Markets Don’t Care How Smart You Are
By admin_45 in Blog
“Markets don’t ask why you own a position or how much work you’ve done when they decide if you’re going to make money on it.” That’s something I first heard at the old SAC Capital many years ago and I have never forgotten it. Its folksier version is “when it comes to investing, you can be right for the wrong reasons, but try to avoid the opposite”. Either way, the message is the same: markets price information, but perhaps not the things you think matter most.
Just to make things even harder, the combination of macro/micro information that moves asset prices constantly changes. For example, there are times when Fed policy shifts can lift or submerge all the boats in the harbor. Other times they seem to float more freely, responding individually to small gusts or the wake of a passing vessel nearby.
To assess where we are in that continuum, we look at asset price correlations every month. For example, the chart above shows the average S&P 500 sector correlation to the index over the last 11 years. What it shows:
- From late 2009 to October 2016 correlations averaged 0.83, for an r-squared of 69%. Those readers with pre-Crisis experience will recall that the long run US sector r-squared is 50%. The period from 2009 – 2016 saw higher levels because Fed policy (rates and quantitative easing) were the most important issue to equity investors.
- After the 2016 US elections, correlations dropped to average of 0.56 (r-squared of 31%) through 2017 and 0.67 (r-squared 45%) in 2018. This decline seems to have come from hopes for deregulation/tax code changes as well as (possibly) the Fed’s attempts to normalize interest rates. No matter the cause, daily sector price action clearly broke free from the tractor beam of Federal Reserve policy.
- In 2019, correlations have averaged 0.74 (r-squared of 55%). They were, of course, higher at the beginning of the year (0.88 in January). But once the Fed shifted course and the US-China trade war eased up, they came down to more-average levels.
As for where we are today, the latest sector correlation data looks quite “normal”, so let’s dig a little deeper into the data:
- The average S&P sector correlation was 0.72 over the last 30 days, yielding an r-squared of 52%. That’s slightly better than the last 6-months (0.74) and spot-on long-run averages.
- Rate sensitive sectors like Utilities (0.32 correlation), Real Estate (0.28) and Consumer Staples (0.64) are tracking day-to-day S&P movements the least.

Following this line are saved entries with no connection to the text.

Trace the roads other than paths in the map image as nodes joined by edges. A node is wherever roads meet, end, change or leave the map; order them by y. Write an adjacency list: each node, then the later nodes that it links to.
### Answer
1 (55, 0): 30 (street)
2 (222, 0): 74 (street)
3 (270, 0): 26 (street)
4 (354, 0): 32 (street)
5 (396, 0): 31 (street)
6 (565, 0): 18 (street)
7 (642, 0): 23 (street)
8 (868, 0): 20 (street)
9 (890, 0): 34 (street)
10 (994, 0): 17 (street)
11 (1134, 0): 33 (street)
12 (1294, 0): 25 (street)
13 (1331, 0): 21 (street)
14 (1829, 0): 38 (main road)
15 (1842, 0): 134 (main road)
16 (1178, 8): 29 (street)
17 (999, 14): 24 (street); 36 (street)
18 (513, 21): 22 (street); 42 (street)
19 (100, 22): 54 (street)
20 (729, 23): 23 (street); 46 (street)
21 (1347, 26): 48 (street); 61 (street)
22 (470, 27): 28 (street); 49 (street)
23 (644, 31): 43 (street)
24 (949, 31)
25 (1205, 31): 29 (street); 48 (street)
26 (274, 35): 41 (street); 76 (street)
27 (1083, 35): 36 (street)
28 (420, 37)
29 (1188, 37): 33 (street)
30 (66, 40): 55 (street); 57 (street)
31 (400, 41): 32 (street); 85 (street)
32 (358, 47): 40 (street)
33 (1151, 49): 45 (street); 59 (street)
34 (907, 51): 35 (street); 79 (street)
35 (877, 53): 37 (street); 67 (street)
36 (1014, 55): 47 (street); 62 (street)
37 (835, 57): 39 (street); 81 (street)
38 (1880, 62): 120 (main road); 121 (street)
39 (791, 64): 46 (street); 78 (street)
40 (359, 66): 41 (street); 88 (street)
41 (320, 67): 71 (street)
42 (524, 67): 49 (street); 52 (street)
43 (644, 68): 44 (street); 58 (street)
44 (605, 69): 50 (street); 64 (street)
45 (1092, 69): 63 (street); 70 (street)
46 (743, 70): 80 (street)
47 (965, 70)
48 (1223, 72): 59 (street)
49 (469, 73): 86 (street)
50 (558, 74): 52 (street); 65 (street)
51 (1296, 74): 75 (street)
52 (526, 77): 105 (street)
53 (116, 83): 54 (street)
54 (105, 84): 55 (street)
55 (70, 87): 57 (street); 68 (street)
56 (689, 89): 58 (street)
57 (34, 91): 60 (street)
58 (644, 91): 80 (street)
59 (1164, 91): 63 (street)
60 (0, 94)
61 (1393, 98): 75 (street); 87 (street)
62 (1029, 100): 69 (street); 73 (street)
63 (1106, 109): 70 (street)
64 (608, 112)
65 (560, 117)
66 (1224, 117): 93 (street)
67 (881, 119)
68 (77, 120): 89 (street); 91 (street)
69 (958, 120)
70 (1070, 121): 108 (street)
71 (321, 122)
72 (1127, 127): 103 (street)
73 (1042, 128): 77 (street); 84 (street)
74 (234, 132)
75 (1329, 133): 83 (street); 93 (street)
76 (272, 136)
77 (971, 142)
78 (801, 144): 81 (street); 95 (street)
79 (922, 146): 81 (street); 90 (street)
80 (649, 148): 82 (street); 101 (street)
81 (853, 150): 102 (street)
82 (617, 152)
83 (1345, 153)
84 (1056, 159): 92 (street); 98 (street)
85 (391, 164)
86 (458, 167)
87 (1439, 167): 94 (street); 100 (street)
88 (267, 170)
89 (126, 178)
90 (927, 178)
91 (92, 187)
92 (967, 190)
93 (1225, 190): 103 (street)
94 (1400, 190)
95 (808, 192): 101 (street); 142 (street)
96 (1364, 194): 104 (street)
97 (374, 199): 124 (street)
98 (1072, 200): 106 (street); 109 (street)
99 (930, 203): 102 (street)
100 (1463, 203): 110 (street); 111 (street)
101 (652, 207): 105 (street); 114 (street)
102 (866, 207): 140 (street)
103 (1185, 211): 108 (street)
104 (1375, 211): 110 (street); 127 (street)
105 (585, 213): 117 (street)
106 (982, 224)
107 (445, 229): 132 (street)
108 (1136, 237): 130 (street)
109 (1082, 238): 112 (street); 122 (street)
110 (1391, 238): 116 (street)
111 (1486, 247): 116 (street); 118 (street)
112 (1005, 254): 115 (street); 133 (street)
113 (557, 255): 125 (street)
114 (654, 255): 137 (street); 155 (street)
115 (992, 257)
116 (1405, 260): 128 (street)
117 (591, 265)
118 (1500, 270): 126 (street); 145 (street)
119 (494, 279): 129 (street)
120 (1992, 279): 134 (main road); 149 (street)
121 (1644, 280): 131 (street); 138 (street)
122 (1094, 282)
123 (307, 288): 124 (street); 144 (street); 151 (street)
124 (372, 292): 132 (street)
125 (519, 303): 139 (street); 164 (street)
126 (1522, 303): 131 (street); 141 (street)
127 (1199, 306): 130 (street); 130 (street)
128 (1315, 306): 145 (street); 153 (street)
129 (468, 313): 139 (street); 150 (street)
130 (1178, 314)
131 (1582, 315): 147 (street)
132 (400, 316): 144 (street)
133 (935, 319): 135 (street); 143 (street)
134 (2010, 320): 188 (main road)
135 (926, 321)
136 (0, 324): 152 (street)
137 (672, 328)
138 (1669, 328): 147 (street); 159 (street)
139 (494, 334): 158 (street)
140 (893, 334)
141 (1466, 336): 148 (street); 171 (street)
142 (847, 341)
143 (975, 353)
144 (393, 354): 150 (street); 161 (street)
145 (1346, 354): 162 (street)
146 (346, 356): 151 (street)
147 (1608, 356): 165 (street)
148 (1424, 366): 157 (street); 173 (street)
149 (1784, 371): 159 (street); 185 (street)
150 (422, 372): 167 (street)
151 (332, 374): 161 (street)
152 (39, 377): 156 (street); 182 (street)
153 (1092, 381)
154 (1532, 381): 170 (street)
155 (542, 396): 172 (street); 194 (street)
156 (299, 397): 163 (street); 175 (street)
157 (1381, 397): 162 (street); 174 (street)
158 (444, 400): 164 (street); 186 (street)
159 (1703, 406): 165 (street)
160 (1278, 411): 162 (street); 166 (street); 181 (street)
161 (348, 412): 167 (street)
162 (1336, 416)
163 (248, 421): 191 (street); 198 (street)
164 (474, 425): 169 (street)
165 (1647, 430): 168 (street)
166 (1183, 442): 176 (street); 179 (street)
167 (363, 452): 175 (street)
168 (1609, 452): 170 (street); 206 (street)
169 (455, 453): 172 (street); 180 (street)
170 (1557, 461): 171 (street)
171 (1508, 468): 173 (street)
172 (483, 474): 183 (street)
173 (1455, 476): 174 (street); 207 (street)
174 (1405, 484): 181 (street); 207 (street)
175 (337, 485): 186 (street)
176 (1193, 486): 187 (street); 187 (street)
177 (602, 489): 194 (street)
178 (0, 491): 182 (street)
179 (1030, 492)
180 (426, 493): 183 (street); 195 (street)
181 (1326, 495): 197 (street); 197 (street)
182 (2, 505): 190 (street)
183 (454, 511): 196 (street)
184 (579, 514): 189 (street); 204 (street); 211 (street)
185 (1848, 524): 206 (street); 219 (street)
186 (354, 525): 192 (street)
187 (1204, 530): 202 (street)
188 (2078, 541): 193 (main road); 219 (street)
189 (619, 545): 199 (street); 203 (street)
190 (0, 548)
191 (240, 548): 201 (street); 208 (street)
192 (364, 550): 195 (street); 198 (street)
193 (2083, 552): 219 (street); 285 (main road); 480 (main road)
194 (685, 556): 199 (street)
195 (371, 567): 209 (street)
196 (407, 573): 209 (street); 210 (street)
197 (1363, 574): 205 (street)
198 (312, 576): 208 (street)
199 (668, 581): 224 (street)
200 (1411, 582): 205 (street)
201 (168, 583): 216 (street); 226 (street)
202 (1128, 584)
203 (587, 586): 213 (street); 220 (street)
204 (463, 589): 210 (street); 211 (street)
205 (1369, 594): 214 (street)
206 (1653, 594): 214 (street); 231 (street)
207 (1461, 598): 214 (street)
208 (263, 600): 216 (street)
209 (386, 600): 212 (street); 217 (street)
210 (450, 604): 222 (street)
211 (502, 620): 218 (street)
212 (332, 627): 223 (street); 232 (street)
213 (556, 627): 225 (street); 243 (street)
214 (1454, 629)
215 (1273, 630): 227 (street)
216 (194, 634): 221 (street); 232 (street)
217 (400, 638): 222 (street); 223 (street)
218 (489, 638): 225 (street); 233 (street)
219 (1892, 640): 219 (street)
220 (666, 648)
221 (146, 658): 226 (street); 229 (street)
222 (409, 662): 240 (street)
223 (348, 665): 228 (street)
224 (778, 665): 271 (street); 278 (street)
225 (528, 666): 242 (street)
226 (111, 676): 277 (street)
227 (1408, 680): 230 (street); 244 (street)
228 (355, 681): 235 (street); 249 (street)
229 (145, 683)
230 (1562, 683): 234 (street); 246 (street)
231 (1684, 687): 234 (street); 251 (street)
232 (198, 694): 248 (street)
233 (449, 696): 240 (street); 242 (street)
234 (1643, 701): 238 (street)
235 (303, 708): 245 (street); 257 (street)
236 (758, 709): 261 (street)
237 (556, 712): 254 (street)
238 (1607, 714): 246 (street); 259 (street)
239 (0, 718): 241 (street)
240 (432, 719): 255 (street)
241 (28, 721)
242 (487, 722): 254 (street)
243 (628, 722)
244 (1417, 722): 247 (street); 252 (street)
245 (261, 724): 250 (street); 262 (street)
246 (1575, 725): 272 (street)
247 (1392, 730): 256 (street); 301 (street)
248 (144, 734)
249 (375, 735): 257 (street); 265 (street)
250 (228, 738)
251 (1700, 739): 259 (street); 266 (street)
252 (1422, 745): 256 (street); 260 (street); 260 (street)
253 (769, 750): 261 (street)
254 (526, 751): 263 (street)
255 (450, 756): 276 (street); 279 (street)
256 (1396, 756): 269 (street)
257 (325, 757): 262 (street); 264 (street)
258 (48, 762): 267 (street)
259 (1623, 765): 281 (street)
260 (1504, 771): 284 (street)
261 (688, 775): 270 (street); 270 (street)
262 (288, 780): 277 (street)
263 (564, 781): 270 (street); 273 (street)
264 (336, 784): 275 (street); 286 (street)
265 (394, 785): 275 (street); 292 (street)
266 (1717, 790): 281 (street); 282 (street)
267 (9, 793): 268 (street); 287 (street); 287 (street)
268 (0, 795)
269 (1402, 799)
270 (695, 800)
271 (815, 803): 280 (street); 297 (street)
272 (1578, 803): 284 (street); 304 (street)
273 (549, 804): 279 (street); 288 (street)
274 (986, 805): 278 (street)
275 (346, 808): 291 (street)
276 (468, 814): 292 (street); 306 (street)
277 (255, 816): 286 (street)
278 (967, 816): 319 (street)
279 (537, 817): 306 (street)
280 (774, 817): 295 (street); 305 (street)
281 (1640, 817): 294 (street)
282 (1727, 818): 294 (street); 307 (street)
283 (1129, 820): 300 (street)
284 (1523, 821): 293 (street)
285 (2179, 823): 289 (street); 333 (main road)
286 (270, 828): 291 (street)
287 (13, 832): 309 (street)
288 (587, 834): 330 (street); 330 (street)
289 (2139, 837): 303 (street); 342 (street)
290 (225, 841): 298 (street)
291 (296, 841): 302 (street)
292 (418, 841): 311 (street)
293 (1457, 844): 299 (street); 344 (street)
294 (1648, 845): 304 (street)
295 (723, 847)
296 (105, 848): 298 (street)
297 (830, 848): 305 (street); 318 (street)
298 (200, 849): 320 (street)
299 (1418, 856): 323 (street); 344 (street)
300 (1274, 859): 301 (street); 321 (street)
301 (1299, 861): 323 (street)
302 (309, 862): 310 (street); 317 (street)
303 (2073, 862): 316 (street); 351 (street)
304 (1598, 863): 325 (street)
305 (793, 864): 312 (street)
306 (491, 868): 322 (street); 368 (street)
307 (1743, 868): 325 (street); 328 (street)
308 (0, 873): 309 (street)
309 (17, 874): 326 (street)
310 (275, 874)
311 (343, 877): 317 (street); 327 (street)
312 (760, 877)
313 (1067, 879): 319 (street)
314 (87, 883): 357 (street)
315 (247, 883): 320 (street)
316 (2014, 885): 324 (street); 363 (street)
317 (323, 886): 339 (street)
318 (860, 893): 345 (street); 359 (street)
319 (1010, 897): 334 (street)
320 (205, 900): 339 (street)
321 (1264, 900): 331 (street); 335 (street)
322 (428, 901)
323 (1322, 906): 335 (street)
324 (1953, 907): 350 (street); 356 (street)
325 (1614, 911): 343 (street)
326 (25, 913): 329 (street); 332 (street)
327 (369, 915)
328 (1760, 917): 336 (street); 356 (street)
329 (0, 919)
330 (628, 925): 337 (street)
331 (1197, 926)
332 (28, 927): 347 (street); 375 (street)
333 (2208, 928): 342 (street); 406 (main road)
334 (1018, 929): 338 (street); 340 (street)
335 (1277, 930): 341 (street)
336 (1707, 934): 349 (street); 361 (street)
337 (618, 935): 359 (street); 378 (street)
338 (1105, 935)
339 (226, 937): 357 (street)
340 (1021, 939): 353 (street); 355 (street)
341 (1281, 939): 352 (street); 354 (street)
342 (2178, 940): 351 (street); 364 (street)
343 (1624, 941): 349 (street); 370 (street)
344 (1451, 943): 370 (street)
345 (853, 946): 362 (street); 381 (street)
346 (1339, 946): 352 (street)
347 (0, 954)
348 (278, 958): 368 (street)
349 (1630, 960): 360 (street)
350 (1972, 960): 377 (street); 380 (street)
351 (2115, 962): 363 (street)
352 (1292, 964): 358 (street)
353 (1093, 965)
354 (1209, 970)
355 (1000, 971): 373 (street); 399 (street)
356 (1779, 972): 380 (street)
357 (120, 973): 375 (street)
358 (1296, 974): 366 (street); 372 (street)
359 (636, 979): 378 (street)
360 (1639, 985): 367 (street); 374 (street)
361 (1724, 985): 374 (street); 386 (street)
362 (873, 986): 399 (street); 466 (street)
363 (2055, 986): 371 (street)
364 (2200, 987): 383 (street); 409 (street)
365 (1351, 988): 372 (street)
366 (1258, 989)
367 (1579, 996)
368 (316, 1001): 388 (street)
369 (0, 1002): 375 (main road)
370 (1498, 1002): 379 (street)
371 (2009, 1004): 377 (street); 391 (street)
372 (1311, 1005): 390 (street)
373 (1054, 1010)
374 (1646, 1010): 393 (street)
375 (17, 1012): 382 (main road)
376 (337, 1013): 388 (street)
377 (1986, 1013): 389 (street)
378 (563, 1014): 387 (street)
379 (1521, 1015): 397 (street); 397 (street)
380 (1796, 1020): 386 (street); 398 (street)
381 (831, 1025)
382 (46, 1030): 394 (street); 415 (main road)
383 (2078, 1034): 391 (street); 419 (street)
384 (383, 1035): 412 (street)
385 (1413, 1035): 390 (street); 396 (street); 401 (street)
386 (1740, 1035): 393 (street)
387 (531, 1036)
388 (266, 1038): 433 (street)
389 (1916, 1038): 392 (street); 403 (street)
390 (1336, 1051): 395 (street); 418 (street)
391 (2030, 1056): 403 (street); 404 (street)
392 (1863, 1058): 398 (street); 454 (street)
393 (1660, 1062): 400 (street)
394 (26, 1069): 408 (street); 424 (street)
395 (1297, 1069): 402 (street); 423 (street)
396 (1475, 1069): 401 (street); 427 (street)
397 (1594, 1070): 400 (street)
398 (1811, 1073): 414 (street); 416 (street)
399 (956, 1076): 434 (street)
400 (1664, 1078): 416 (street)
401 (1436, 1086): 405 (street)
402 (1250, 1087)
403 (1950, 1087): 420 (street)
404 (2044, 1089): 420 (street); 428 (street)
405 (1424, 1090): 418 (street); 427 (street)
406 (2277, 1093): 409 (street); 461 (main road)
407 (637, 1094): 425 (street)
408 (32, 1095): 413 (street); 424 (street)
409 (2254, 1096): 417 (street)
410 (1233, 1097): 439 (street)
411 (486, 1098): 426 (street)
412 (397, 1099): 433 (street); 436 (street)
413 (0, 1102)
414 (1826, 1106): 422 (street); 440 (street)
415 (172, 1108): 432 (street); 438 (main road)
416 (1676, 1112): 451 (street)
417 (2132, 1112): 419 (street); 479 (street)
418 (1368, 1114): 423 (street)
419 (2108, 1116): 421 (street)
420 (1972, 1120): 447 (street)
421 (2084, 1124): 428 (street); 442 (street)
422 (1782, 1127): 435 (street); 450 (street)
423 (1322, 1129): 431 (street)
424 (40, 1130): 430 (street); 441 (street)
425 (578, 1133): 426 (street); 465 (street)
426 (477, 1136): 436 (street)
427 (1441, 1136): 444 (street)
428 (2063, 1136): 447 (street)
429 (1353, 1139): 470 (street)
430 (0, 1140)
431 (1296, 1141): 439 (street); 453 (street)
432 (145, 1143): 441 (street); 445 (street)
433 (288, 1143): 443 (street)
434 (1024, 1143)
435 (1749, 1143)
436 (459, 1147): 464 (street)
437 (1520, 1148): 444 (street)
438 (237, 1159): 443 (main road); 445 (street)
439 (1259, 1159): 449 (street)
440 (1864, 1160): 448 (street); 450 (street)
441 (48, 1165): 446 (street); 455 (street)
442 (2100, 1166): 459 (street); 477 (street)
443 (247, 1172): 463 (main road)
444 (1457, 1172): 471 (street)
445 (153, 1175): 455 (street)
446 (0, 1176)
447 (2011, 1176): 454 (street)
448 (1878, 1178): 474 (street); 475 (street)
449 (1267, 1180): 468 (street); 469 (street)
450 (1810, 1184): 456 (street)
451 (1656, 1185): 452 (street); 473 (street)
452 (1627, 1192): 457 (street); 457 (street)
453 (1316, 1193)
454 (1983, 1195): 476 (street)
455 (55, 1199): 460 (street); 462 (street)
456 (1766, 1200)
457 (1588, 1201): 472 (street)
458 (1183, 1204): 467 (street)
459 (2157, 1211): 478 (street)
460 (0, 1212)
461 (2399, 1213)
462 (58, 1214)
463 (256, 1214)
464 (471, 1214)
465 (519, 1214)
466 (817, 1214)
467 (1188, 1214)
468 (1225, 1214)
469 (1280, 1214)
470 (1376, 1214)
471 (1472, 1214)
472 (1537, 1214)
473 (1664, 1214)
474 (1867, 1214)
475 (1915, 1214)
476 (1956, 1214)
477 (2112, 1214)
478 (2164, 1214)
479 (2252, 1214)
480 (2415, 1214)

- Financials are the most correlated group this month (0.92), followed by Technology (0.90). That’s one more sign that Financials are the US equity market’s key leadership group just now, not just Tech.
Also worth noting:
- Since the MSCI EAFE Index is heavily weighted to Financials (18%, the largest sector allocation), no surprise that this asset class is trading very much like the S&P 500 with a 0.93 correlation.
- Emerging market equity correlations are, however, at 0.76 to the S&P 500. That is the lowest in the last 3 months and likely driven by hopes for a US-China trade resolution (China is 30% of the MSCI EM Index, the largest of any country).
- Long-term Treasury correlations to the S&P 500 have dropped dramatically in the last 3 months, at -0.27 now versus -0.67 then. That means Treasuries are not hedging daily equity volatility as much as they did when recession fears were top of mind.
As for what all this says about near term market direction, we take a generally bullish message from the data. US sector correlations are within long-run normal bands, which serves to dampen index/portfolio price volatility. Those groups with high correlations – Financials primarily – signal market confidence in economic growth.
That may all seem to be a dramatic about-face from where we were a few months ago, but markets are clearly not rewarding even the most well-researched macro bear case just now. Those may have their day, as we explained in “Markets”. But the old trader’s saying with which we started this section still applies.